### [Records shown]

○ ○ ○

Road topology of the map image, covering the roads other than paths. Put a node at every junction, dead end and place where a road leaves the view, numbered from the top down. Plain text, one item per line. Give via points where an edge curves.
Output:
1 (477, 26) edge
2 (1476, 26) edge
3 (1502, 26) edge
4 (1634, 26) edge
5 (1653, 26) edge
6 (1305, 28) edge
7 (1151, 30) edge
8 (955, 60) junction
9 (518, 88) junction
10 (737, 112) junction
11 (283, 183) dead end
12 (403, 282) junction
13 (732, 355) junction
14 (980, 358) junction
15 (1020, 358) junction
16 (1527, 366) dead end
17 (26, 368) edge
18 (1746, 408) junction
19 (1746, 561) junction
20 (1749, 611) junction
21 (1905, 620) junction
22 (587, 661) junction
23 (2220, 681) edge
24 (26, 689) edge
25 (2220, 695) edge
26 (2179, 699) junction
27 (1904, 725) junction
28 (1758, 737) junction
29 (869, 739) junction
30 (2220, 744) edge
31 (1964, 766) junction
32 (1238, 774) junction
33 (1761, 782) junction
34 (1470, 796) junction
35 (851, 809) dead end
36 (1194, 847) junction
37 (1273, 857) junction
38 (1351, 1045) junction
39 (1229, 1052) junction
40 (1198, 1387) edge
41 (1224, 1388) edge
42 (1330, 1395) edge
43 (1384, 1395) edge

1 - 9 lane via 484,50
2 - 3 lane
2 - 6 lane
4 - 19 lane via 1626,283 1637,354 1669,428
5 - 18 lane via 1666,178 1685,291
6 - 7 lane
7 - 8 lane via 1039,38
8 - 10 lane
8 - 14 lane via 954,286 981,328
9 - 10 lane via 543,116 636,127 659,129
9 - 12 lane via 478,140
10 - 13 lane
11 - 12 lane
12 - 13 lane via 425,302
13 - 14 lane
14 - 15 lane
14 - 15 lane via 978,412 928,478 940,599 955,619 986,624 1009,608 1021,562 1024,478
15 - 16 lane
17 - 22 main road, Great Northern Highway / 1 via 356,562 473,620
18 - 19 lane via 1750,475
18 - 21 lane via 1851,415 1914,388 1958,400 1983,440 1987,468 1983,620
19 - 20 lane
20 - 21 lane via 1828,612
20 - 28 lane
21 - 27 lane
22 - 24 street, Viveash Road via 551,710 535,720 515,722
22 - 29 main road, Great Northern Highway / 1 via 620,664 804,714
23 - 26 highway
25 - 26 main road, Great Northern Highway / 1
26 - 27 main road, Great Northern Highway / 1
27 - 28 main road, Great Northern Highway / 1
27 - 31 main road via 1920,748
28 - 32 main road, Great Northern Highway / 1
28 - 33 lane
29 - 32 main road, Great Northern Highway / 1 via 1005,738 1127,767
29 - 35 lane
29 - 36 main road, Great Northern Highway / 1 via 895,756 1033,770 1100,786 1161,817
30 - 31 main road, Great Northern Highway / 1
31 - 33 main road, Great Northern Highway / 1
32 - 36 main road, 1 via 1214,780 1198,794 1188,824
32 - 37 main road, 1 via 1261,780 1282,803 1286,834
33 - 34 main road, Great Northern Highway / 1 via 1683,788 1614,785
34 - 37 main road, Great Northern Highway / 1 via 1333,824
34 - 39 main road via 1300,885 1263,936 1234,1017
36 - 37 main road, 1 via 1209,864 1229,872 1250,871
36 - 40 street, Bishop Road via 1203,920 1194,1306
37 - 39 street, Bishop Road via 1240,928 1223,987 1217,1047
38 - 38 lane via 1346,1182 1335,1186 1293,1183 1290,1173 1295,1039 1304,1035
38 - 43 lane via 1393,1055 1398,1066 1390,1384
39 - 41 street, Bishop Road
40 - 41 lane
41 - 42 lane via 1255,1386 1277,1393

○ ○ ○

### [Aim of the task]
Look through the listing above and give the number of lines containing the string "Bishop", with nothing else.

### [Exercise result]
3